▸ PROBLEM REQUIREMENTS: When you reach the line containing "ring pip: (154, 102)" in the entries below, begin reproducing lines exactly, and stop once the line containing "pinky tip: (313, 165)" is done.

──────── DATA LISTING ────────

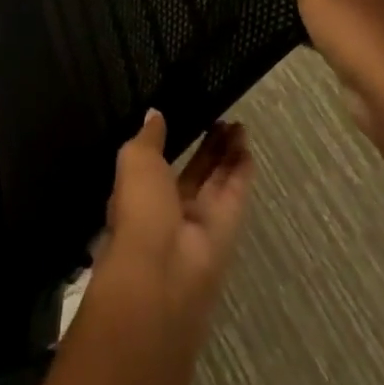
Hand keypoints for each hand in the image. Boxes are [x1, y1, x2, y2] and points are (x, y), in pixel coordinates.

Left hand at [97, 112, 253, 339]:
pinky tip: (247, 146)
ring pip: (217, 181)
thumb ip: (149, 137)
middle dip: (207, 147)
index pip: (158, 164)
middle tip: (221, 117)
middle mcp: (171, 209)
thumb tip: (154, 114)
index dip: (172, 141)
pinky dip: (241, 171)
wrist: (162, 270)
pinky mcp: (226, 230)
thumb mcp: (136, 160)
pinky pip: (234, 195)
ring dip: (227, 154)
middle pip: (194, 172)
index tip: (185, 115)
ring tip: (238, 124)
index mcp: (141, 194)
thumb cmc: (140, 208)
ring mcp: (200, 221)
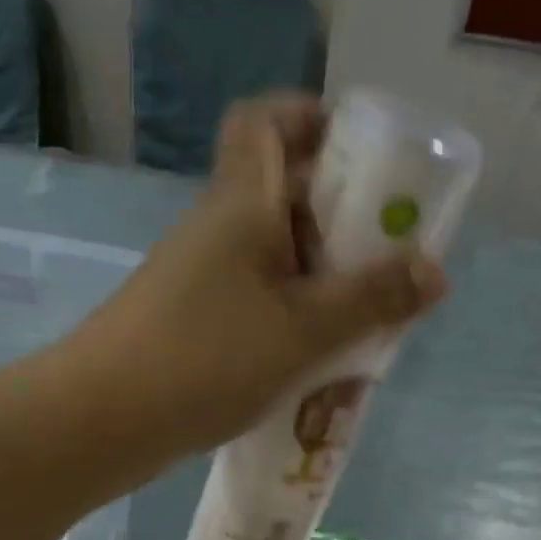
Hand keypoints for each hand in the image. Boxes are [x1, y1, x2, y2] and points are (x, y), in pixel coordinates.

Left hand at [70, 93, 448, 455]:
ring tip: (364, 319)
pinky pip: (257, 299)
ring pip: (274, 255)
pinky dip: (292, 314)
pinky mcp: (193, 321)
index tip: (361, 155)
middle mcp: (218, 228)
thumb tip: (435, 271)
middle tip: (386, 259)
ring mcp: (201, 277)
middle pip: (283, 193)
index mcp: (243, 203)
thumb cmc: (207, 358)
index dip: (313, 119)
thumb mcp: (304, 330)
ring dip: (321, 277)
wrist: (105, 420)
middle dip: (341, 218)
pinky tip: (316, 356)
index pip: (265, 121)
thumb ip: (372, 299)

────────
──────── DATA LISTING ────────

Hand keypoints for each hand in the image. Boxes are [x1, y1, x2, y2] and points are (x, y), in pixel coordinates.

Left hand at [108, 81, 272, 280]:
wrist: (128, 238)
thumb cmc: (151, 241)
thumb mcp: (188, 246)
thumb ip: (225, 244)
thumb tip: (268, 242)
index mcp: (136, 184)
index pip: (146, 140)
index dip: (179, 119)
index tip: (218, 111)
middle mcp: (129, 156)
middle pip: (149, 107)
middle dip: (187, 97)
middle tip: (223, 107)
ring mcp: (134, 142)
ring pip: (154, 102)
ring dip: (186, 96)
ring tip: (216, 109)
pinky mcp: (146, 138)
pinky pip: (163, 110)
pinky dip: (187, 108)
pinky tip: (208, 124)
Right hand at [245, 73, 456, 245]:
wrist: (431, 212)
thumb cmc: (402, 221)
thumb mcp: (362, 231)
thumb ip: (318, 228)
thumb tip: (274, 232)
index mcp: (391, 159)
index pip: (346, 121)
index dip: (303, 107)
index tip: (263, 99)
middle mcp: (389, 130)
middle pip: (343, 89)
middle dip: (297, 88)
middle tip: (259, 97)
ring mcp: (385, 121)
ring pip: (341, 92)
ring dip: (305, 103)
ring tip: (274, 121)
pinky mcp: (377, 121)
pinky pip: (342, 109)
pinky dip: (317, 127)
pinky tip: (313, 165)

────────

▸ WRITTEN ANSWER:
ring pip: (154, 102)
ring dip: (186, 96)
ring tip: (216, 109)
pinky mcp: (146, 138)
pinky pip: (163, 110)
pinky dip: (187, 108)
pinky tip: (208, 124)
Right hand at [245, 73, 456, 245]:
wrist: (431, 212)
thumb cmc: (402, 221)
thumb mcp: (362, 231)
thumb ip: (318, 228)
thumb tip: (274, 232)
index mcp: (391, 159)
index pip: (346, 121)
index dip: (303, 107)
index tip: (263, 99)
middle mcp: (389, 130)
middle pip: (343, 89)
middle dip: (297, 88)
middle tip: (259, 97)
ring mcp: (385, 121)
ring pip: (341, 92)
ring dip: (305, 103)
ring tip: (274, 121)
pinky mcp: (377, 121)
pinky pip: (342, 109)
pinky dip: (317, 127)
pinky tip: (313, 165)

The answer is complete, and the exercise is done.